* [Data section]
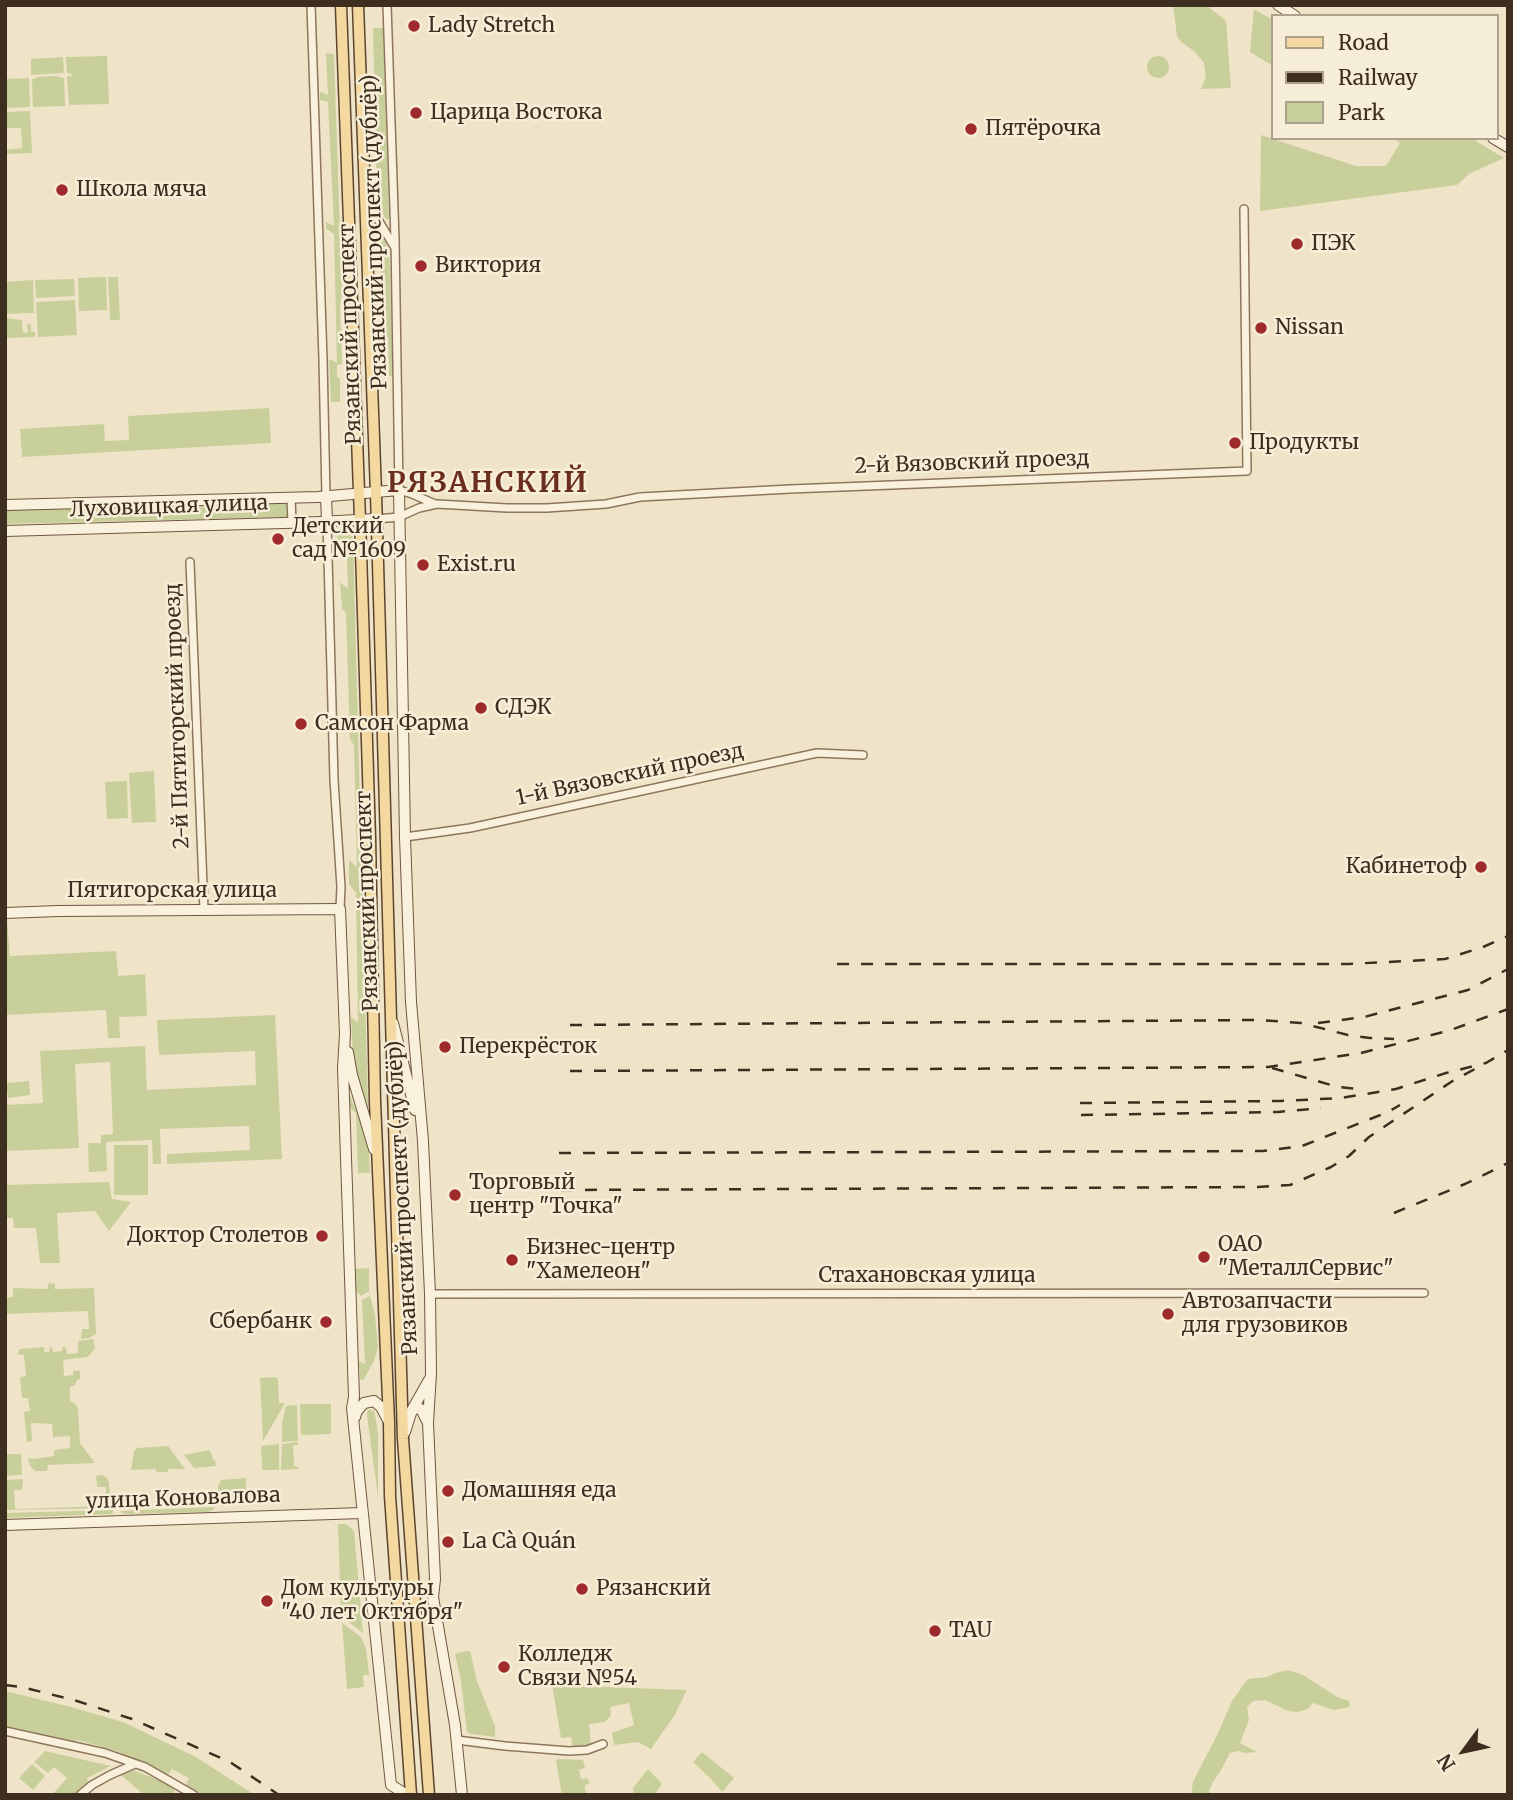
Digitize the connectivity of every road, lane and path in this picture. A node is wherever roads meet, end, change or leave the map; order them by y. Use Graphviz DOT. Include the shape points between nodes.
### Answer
graph roads {
  1 [pos="311,5"];
  2 [pos="341,5"];
  3 [pos="358,5"];
  4 [pos="387,5"];
  5 [pos="365,197"];
  6 [pos="1244,209"];
  7 [pos="396,249"];
  8 [pos="399,490"];
  9 [pos="376,493"];
  10 [pos="358,494"];
  11 [pos="326,497"];
  12 [pos="291,498"];
  13 [pos="437,504"];
  14 [pos="5,505"];
  15 [pos="399,517"];
  16 [pos="360,519"];
  17 [pos="376,519"];
  18 [pos="327,522"];
  19 [pos="292,523"];
  20 [pos="5,531"];
  21 [pos="190,562"];
  22 [pos="863,755"];
  23 [pos="405,837"];
  24 [pos="340,909"];
  25 [pos="204,910"];
  26 [pos="5,913"];
  27 [pos="390,1010"];
  28 [pos="345,1034"];
  29 [pos="423,1141"];
  30 [pos="378,1162"];
  31 [pos="1424,1293"];
  32 [pos="430,1294"];
  33 [pos="431,1373"];
  34 [pos="412,1410"];
  35 [pos="354,1421"];
  36 [pos="389,1422"];
  37 [pos="428,1423"];
  38 [pos="403,1439"];
  39 [pos="362,1513"];
  40 [pos="5,1525"];
  41 [pos="5,1731"];
  42 [pos="457,1740"];
  43 [pos="603,1744"];
  44 [pos="135,1764"];
  45 [pos="462,1783"];
  46 [pos="80,1795"];
  47 [pos="194,1795"];
  48 [pos="409,1795"];
  49 [pos="429,1795"];
  50 [pos="454,1795"];
  51 [pos="462,1795"];
  1 -- 11 [label="street"];
  2 -- 10 [label="main road, Рязанский проспект"];
  3 -- 5 [label="main road, Рязанский проспект"];
  4 -- 7 [label="street, Рязанский проспект (дублёр)"];
  5 -- 7 [label="street"];
  5 -- 9 [label="main road, Рязанский проспект"];
  6 -- 13 [label="street, 2-й Вязовский проезд" via="1247,471 672,495 547,508"];
  7 -- 8 [label="street, Рязанский проспект (дублёр)"];
  8 -- 9 [label="street, 2-й Вязовский проезд"];
  8 -- 13 [label="street, 2-й Вязовский проезд"];
  8 -- 15 [label="street, Рязанский проспект (дублёр)"];
  9 -- 10 [label="street, Луховицкая улица"];
  9 -- 17 [label="main road, Рязанский проспект"];
  10 -- 11 [label="street, Луховицкая улица"];
  10 -- 16 [label="main road, Рязанский проспект"];
  11 -- 12 [label="street, Луховицкая улица"];
  11 -- 18 [label="street"];
  12 -- 14 [label="street, Луховицкая улица"];
  12 -- 19 [label="street"];
  13 -- 15 [label="street, 2-й Вязовский проезд"];
  15 -- 17 [label="street, 2-й Вязовский проезд"];
  15 -- 23 [label="street, Рязанский проспект (дублёр)"];
  16 -- 17 [label="street, Луховицкая улица"];
  16 -- 18 [label="street, Луховицкая улица"];
  16 -- 30 [label="main road, Рязанский проспект"];
  17 -- 27 [label="main road, Рязанский проспект"];
  18 -- 19 [label="street, Луховицкая улица"];
  18 -- 24 [label="street"];
  19 -- 20 [label="street, Луховицкая улица"];
  21 -- 25 [label="street, 2-й Пятигорский проезд"];
  22 -- 23 [label="street, 1-й Вязовский проезд" via="817,753 470,828"];
  23 -- 29 [label="street, Рязанский проспект (дублёр)" via="411,1002"];
  24 -- 25 [label="street, Пятигорская улица"];
  24 -- 28 [label="street"];
  25 -- 26 [label="street, Пятигорская улица"];
  27 -- 29 [label="street"];
  27 -- 38 [label="main road, Рязанский проспект"];
  28 -- 30 [label="street"];
  28 -- 35 [label="street"];
  29 -- 32 [label="street, Рязанский проспект (дублёр)"];
  30 -- 36 [label="main road, Рязанский проспект"];
  31 -- 32 [label="street, Стахановская улица"];
  32 -- 33 [label="street, Рязанский проспект (дублёр)"];
  33 -- 34 [label="street"];
  33 -- 37 [label="street, Рязанский проспект (дублёр)"];
  34 -- 37 [label="street" via="421,1409"];
  34 -- 38 [label="street"];
  35 -- 36 [label="street" via="357,1411 374,1401"];
  35 -- 39 [label="street"];
  36 -- 48 [label="main road, Рязанский проспект"];
  37 -- 42 [label="street, Рязанский проспект (дублёр)" via="433,1597"];
  38 -- 49 [label="main road, Рязанский проспект"];
  39 -- 40 [label="street, улица Коновалова"];
  39 -- 48 [label="street" via="391,1785"];
  41 -- 44 [label="street"];
  42 -- 43 [label="street" via="569,1751 587,1751"];
  42 -- 45 [label="street, Рязанский проспект (дублёр)"];
  44 -- 46 [label="street"];
  44 -- 47 [label="street"];
  45 -- 50 [label="street"];
  45 -- 51 [label="street, Рязанский проспект (дублёр)"];
}
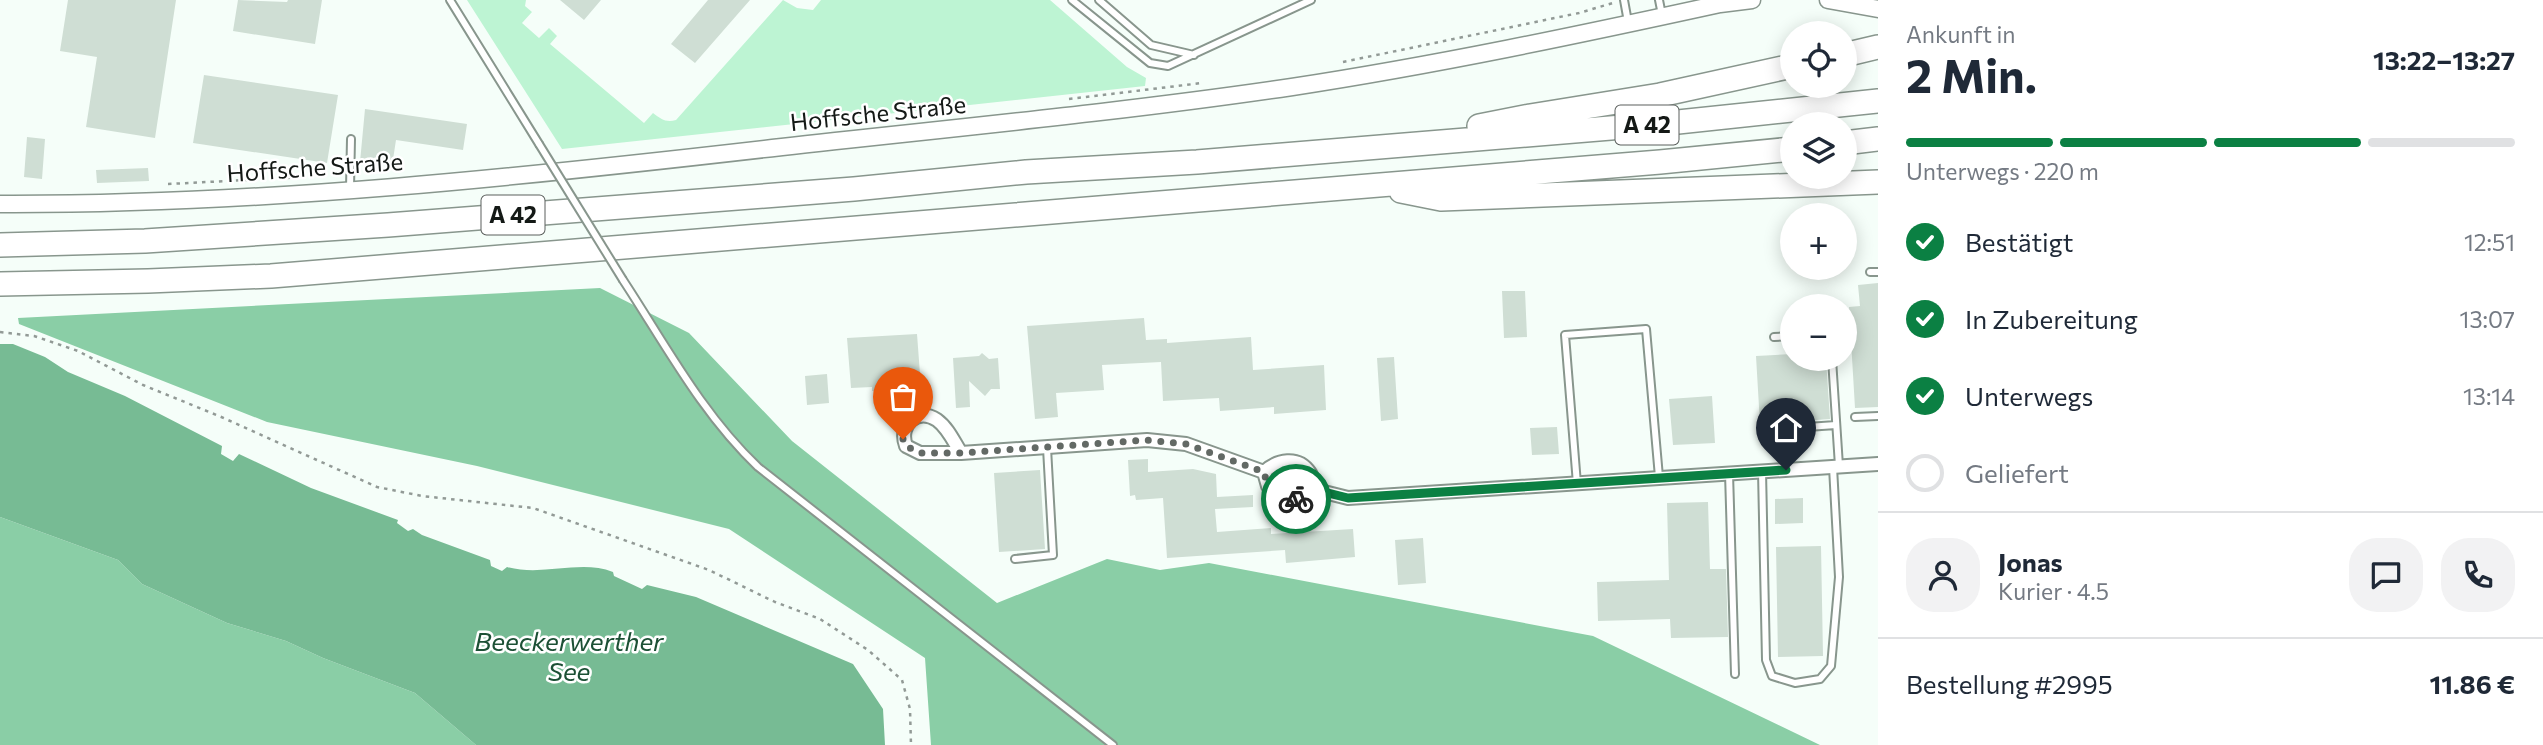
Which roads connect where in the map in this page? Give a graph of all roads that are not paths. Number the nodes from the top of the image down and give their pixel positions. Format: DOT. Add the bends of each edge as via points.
graph roads {
  1 [pos="450,0"];
  2 [pos="1072,0"];
  3 [pos="1098,0"];
  4 [pos="1311,0"];
  5 [pos="1624,0"];
  6 [pos="1744,0"];
  7 [pos="1752,0"];
  8 [pos="1828,0"];
  9 [pos="1660,8"];
  10 [pos="1878,9"];
  11 [pos="1628,24"];
  12 [pos="1878,47"];
  13 [pos="1857,52"];
  14 [pos="1194,55"];
  15 [pos="1780,69"];
  16 [pos="1878,101"];
  17 [pos="351,139"];
  18 [pos="1878,139"];
  19 [pos="1857,141"];
  20 [pos="1415,144"];
  21 [pos="1780,150"];
  22 [pos="1878,182"];
  23 [pos="1373,186"];
  24 [pos="350,190"];
  25 [pos="0,204"];
  26 [pos="0,245"];
  27 [pos="0,284"];
  28 [pos="1774,337"];
  29 [pos="1780,337"];
  30 [pos="1833,371"];
  31 [pos="1878,416"];
  32 [pos="1855,417"];
  33 [pos="1836,425"];
  34 [pos="1807,427"];
  35 [pos="1047,446"];
  36 [pos="961,453"];
  37 [pos="1878,464"];
  38 [pos="1836,466"];
  39 [pos="1762,471"];
  40 [pos="1264,472"];
  41 [pos="1729,473"];
  42 [pos="1659,478"];
  43 [pos="1577,484"];
  44 [pos="1316,490"];
  45 [pos="1015,559"];
  46 [pos="1735,674"];
  47 [pos="1113,745"];
  1 -- 47 [label="lane, bridge" via="623,280 713,419 742,452"];
  2 -- 14 [label="lane" via="1150,63 1168,66"];
  3 -- 14 [label="lane" via="1151,45"];
  4 -- 14 [label="lane"];
  5 -- 11 [label="lane"];
  6 -- 7 [label="street, Hoffsche Straße"];
  6 -- 9 [label="street, Hoffsche Straße"];
  8 -- 10 [label="street"];
  9 -- 11 [label="street, Hoffsche Straße"];
  11 -- 24 [label="street, Hoffsche Straße" via="1393,70 1177,103 545,174"];
  12 -- 13 [label="highway"];
  15 -- 20 [label="highway" via="1648,98 1530,116"];
  16 -- 20 [label="highway, A 42"];
  17 -- 24 [label="lane"];
  18 -- 19 [label="highway"];
  20 -- 26 [label="highway, A 42" via="375,226"];
  21 -- 23 [label="highway, A 42"];
  22 -- 23 [label="highway" via="1441,199"];
  23 -- 27 [label="highway, A 42" via="271,276"];
  24 -- 25 [label="street, Hoffsche Straße"];
  28 -- 29 [label="lane"];
  30 -- 33 [label="lane"];
  31 -- 32 [label="lane"];
  33 -- 34 [label="lane"];
  33 -- 38 [label="lane"];
  35 -- 36 [label="street"];
  35 -- 40 [label="street" via="1147,440 1186,444"];
  35 -- 45 [label="lane" via="1053,555"];
  36 -- 36 [label="street" via="920,453 906,446 904,428 912,418 923,415 936,420"];
  37 -- 38 [label="street"];
  38 -- 39 [label="street"];
  38 -- 39 [label="lane" via="1839,577 1831,666 1820,679 1795,683 1772,676 1766,660"];
  39 -- 41 [label="street"];
  40 -- 44 [label="street" via="1277,497 1303,499"];
  40 -- 44 [label="street" via="1275,462 1299,464 1310,473"];
  41 -- 42 [label="street"];
  41 -- 46 [label="lane"];
  42 -- 43 [label="street"];
  42 -- 43 [label="lane" via="1646,329 1565,335"];
  43 -- 44 [label="street" via="1348,498"];
}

* [To do]
Across the whole listing, show each line where the word "проезд" occurs.

* [Solved problem]
  6 -- 13 [label="street, 2-й Вязовский проезд" via="1247,471 672,495 547,508"];
  8 -- 9 [label="street, 2-й Вязовский проезд"];
  8 -- 13 [label="street, 2-й Вязовский проезд"];
  13 -- 15 [label="street, 2-й Вязовский проезд"];
  15 -- 17 [label="street, 2-й Вязовский проезд"];
  21 -- 25 [label="street, 2-й Пятигорский проезд"];
  22 -- 23 [label="street, 1-й Вязовский проезд" via="817,753 470,828"];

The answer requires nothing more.